### ASSIGNMENT
I would like the number of lines in the data that contain the word "street". Please give that number alone.

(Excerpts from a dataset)
###

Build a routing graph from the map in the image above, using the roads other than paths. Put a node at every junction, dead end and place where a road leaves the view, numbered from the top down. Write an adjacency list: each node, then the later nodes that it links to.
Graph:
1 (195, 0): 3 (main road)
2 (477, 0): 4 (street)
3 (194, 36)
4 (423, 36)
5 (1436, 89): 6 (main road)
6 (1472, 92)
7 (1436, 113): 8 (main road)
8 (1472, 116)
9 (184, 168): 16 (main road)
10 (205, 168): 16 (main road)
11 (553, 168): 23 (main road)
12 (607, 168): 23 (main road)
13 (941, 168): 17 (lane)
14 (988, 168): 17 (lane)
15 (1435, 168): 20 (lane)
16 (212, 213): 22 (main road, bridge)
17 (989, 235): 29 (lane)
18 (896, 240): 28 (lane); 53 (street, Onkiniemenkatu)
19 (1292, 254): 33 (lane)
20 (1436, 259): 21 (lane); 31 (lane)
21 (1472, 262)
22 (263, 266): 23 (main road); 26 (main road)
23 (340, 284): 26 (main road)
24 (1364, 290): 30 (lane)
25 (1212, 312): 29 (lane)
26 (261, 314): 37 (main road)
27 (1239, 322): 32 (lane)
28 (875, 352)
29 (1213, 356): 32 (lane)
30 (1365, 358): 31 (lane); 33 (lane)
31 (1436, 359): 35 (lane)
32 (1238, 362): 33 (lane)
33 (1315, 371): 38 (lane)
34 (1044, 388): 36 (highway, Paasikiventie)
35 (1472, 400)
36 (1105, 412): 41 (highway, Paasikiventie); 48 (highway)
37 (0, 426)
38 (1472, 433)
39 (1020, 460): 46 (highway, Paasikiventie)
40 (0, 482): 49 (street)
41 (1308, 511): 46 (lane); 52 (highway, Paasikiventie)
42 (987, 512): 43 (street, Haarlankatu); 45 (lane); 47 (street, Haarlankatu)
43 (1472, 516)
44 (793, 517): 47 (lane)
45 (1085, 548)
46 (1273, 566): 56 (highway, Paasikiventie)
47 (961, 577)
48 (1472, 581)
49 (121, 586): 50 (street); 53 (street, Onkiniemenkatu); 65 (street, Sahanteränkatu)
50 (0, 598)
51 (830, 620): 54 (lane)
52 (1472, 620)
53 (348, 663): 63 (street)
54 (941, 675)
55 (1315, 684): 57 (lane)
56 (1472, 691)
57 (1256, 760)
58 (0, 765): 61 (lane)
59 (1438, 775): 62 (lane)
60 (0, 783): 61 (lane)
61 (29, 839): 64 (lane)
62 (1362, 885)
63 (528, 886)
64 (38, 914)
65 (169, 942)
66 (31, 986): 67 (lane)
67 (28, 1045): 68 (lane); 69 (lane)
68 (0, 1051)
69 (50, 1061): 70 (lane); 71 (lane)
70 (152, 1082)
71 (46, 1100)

###

### RESULT OF THE EXERCISE
6